What trends do you see in flexible packaging that are likely to have an impact on equipment needs? Which end use applications are driving demand?
There is a trend towards further optimizing all kinds of different film properties, for instance mechanical properties, barrier, optical properties, etc. In terms of applications, it is interesting to observe the wide variety of uses for biaxially stretched films. Nevertheless, a main driving factor is still its use as a flexible packaging material for food.
With film producers and converters ever more aware of driving production efficiencies and profitability coupled with increasing focus on sustainability and waste reduction, as an equipment manufacturer how are you responding to these challenges?
For us it is very important to understand and implement the demands our customers have. We devote a great deal of development to further optimizing production efficiency without compromising on environmental issues. In fact, nowadays almost all the waste produced within a film stretching site is reused as raw material.
What are your expectations of biax film producers and how can they best support your activities? If you could change or improve one aspect of how biax film producers interact with you, what would that be and why?

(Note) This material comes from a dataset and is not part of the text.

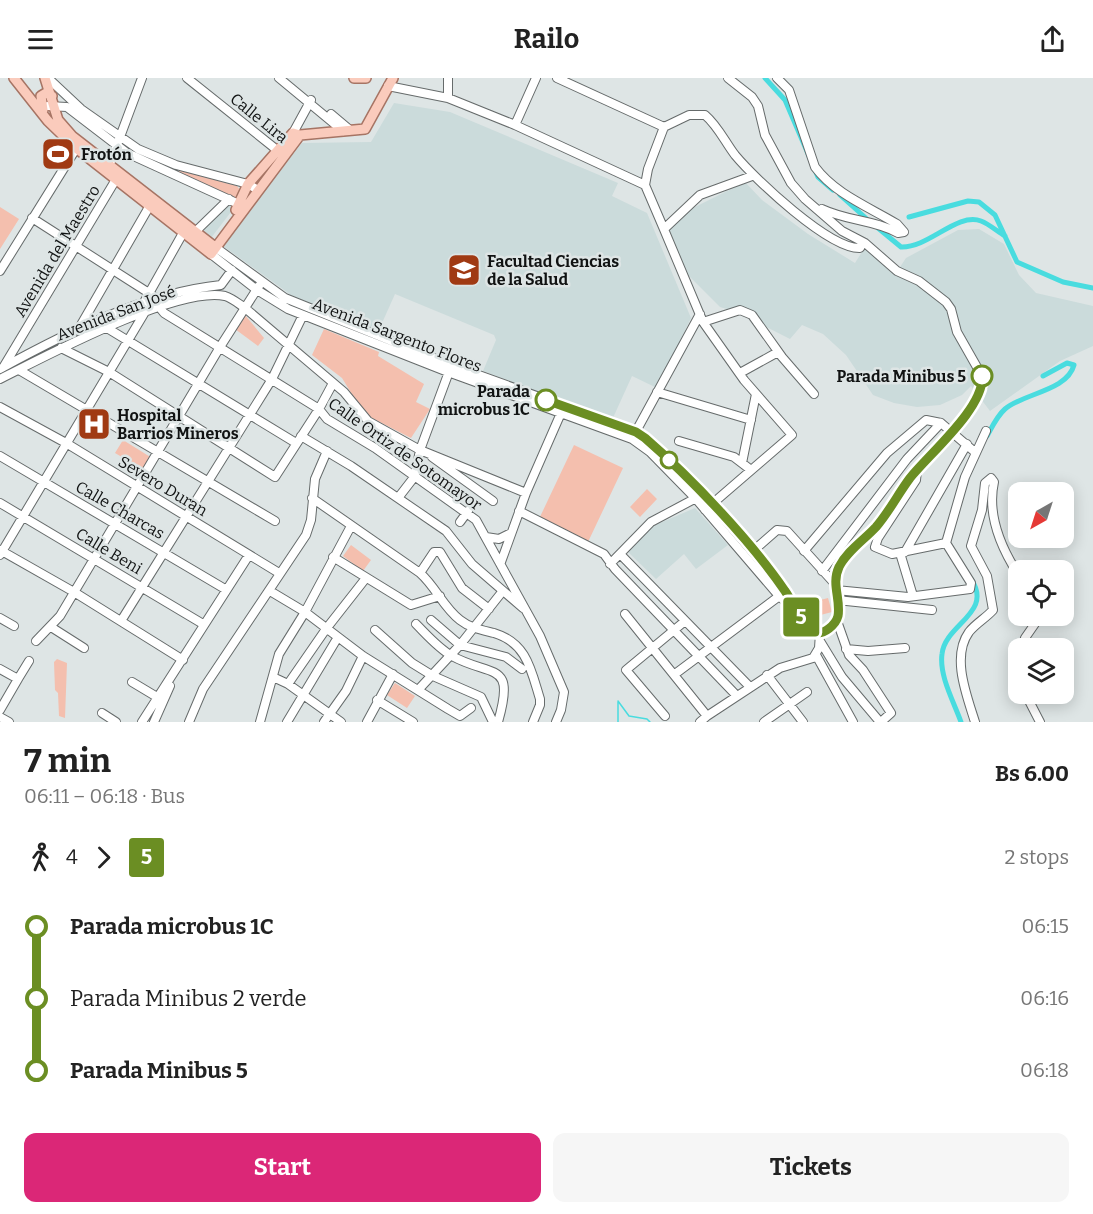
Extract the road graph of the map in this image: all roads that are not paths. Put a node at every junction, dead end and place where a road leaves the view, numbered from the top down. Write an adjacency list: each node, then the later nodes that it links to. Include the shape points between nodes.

We as film stretching line manufacturers are not in a position to tell the film producers how to act and interact with film stretching line manufacturers. That being said, we think it is always beneficial for both sides if the interaction is close and trusting.
Given your long-term involvement in biax film, what keeps you passionate about the industry?
It is very pleasing to see how certain film manufacturers have grown steadily to become global players, and how this success has often been based on DORNIER lines in terms of equipment. The long-term partnership that often results from a first project is appealing, and something special to the industry. From a technological point of view, the film stretching process may appear to be simple at first sight but is in fact incredibly rich, versatile, and fascinating. In the production of a simple biaxially stretched film there is a lot of technology involved and all the pieces have to fit together.
What do you consider to be the main challenges that your business faces? Or put another way, what keeps you awake at night?
The trend towards reducing the negative environmental aspects of plastic waste will probably continue to grow, which may trigger some disruptive changes one has to be prepared for. Nevertheless, the biaxial stretching process as a whole has proven to be very robust against displacement by other technologies, because it combines low production costs and high-quality plastic films better than other competing technologies and materials. The big challenge for the entire packaging industry will be to make people more aware of the value that packaging materials undoubtedly have, and that includes both the functional value as food protection and the material value after use.